28.06.2022

Vermittlung von Baukultur: Bildung und Wirtschaft spannen zusammen


Bilder: Lukas Imhof (Galerie: Klick auf Foto)

Forschung und Praxis im Dialog für eine starke und zukunftsgerichtete Bildung: Das war das Ziel des ersten Netzwerkanlasses der Pädagogischen Hochschule Schwyz (PHSZ) und der Unternehmensplattform Schwyz Next am 22. Juni.

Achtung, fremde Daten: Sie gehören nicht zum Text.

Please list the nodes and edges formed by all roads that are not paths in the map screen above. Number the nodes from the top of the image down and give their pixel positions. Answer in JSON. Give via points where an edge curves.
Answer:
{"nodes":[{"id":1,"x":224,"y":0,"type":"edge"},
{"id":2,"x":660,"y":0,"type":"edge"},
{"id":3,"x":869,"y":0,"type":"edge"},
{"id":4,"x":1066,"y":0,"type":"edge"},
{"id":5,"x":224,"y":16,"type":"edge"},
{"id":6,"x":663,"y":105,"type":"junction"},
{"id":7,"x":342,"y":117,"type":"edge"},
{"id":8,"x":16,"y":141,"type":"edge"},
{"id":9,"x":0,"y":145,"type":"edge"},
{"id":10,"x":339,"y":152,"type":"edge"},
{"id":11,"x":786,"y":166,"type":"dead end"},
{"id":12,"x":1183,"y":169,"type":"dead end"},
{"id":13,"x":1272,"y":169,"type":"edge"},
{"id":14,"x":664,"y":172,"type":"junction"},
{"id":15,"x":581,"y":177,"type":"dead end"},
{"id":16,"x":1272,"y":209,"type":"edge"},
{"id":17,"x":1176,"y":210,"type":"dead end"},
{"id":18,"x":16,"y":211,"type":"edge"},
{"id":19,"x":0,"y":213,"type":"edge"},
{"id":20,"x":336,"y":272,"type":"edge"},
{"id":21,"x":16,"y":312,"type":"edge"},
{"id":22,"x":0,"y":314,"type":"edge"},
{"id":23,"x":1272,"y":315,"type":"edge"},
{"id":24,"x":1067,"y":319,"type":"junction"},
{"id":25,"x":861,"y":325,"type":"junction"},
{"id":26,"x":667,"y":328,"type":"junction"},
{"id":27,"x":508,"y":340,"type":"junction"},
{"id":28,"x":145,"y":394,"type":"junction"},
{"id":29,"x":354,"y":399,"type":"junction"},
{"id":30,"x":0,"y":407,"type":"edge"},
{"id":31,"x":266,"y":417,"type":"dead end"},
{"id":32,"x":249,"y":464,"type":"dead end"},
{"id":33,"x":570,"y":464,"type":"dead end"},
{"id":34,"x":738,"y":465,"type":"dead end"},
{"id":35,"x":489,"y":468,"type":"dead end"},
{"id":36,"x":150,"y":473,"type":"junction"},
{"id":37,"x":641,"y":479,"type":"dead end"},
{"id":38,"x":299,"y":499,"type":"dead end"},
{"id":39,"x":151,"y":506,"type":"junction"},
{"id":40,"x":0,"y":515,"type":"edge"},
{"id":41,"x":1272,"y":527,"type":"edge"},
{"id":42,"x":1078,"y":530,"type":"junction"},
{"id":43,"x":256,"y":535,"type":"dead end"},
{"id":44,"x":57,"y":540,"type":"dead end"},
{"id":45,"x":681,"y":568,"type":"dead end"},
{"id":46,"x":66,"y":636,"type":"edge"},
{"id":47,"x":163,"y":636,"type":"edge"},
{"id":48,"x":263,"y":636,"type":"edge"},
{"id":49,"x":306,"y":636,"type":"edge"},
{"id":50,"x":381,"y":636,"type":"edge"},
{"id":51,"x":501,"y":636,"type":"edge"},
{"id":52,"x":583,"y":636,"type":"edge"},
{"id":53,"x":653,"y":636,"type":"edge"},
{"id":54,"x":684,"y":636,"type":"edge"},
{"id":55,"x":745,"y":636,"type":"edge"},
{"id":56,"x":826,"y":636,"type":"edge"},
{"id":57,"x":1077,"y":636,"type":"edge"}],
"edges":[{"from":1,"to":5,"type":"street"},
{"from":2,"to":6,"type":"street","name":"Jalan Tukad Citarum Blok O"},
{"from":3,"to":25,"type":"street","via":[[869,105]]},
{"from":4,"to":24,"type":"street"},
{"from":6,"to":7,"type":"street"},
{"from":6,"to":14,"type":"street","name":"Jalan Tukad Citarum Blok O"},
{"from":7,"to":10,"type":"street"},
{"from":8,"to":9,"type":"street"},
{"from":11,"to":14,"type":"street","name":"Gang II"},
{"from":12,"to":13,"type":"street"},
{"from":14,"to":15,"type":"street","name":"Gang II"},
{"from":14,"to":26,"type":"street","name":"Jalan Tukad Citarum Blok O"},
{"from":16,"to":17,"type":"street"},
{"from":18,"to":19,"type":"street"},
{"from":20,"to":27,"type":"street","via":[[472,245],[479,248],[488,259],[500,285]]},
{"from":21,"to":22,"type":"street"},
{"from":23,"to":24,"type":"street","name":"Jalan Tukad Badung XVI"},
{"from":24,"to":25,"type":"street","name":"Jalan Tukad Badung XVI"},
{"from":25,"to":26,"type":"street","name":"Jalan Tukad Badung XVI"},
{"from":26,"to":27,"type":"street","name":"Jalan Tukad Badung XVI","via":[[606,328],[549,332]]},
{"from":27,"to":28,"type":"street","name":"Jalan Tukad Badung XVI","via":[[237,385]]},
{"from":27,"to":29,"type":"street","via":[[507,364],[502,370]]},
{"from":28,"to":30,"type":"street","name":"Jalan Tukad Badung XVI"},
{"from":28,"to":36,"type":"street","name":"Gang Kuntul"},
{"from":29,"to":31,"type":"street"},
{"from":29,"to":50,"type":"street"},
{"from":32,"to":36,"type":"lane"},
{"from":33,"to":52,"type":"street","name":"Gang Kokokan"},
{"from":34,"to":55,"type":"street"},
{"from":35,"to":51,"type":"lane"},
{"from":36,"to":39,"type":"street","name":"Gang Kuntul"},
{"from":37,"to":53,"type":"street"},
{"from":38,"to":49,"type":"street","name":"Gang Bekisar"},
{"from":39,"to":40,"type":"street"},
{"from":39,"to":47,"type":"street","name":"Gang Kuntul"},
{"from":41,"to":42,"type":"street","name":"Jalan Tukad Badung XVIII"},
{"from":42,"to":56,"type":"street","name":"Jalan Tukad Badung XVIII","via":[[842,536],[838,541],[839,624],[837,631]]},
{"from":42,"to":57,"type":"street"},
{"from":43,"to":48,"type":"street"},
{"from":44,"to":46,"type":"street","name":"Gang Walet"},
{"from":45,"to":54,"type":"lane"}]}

Bei dem Treffen, an dem Vertreterinnen und Vertreter aus Wirtschaft, Politik, Kultur und Bildung teilnahmen, ging es um die Vermittlung von Baukultur: Was ist Baukultur, welchen Wert und Einfluss hat sie in der Lebenswelt von Kindern und Jugendlichen und warum bzw. wie sollte sie vermittelt werden?

Gila Kolb, Leiterin Forschungsprofessur Fachdidaktik der Künste der PHSZ und Lea Weniger, wissenschaftliche Mitarbeiterin, stellten in ihrem Inputreferat dazu aktuelle Erkenntnisse aus der Fachdidaktik der Künste vor mit dem Fokus auf Nachhaltigkeit, Digitalität und Diversität. Im Zentrum stand dabei das neue, partizipative Forschungsprojekt zur Baukulturellen Bildung. Dieses schliesst sich an das Unterrichtskonzept «Kinder erkunden die lokale Baukultur» an, das von der PHSZ und der Bildschule Zug entwickelt wurde und im März erschienen ist. Im Projekt «Commoning ländliche Baukultur» geht es nun um die Bedeutung, die Baukultur für Kinder und Jugendliche hat, insbesondere im ländlichen Raum: «Wir interessieren uns für die Perspektiven der Heranwachsenden, denn sie nutzen und besitzen die Baukultur der Zukunft», so Gila Kolb.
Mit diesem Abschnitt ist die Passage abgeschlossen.